Good Should be affordablePocket-friendly Bad Cheap constructionLow-resolution screenLow-power processor Are you young and short on cash, but rich in longing for a Samsung Galaxy smart phone? If so, the Samsung Galaxy Y could be just the ticket. It cuts down on some higher-end specs so that it can come at a lower price. The exact pricing and availability haven’t been confirmed yet, but the Y will sit at the bottom end of the Galaxy range, so we expect it to be free on a £10-per-month contract.
Design The Galaxy Y is instantly recognisable as part of Samsung’s Galaxy range. Quite apart from the Samsung branding, it looks rather like a short, stumpy Galaxy S2. Black and grey tones are splashed all over, with a subtle chrome effect on the edge of the handset.
The Y is all very ‘Samsung’, which is either good or bad news, depending on your taste and whether or not you like the other Galaxy phones. It’s certainly not an ugly phone, and we reckon it has a smidgen more class than HTC’s Wildfire S, which is arguably the Y’s closest competitor.
The phone is only 104mm long and weighs 98g, so it’s certainly small enough to fit into even the tiniest of hands, and will slide into those skinny jeans without too much trouble.
The Y doesn’t feel particularly sturdy, though, so we don’t recommend you throw it around too much. It doesn’t necessarily feel poorly built — it’s more that it feels like it’s made out of low-grade materials. It certainly doesn’t have the sturdy feel of its bigger brothers.

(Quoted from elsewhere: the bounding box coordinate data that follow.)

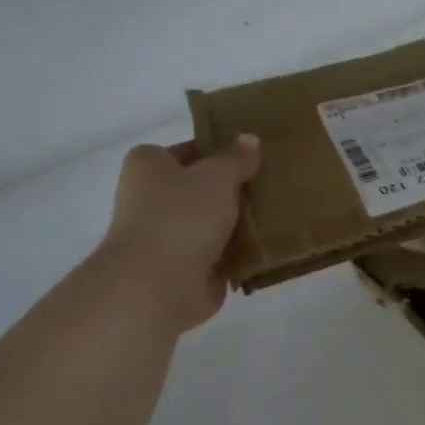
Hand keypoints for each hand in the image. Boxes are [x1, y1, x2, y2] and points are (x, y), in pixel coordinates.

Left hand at [104, 135, 260, 331]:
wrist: (158, 286)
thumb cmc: (182, 216)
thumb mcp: (217, 176)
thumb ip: (236, 158)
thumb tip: (249, 139)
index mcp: (148, 165)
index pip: (188, 150)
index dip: (219, 152)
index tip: (252, 157)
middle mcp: (149, 199)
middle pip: (200, 188)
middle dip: (232, 189)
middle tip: (271, 184)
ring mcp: (166, 237)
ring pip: (211, 223)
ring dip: (237, 223)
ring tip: (277, 213)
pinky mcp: (183, 270)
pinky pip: (218, 254)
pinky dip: (238, 253)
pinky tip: (267, 245)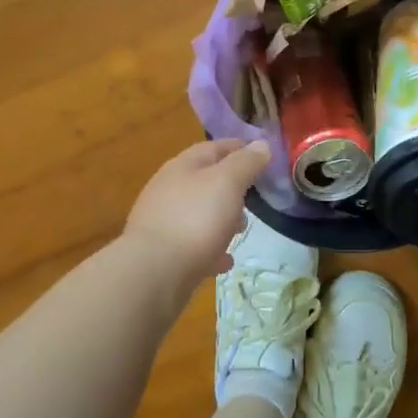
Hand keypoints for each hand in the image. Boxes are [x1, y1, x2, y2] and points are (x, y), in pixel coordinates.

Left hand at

Screen The Y packs a 3-inch touchscreen with a 240×320-pixel resolution. You may be thinking that this sounds like a low resolution — and you’d be right. But, while the display can’t match the glorious Super AMOLED Plus screen on the Galaxy S2, the Y will be much more affordable, so we have to cut it some slack.
The screen seemed perfectly adequate in our hands-on tests, displaying photos and text well. But the Y won’t be a great phone for browsing the Web. With a 320-pixel vertical resolution, plenty of scrolling and zooming will be required to zoom in on the right part of a page.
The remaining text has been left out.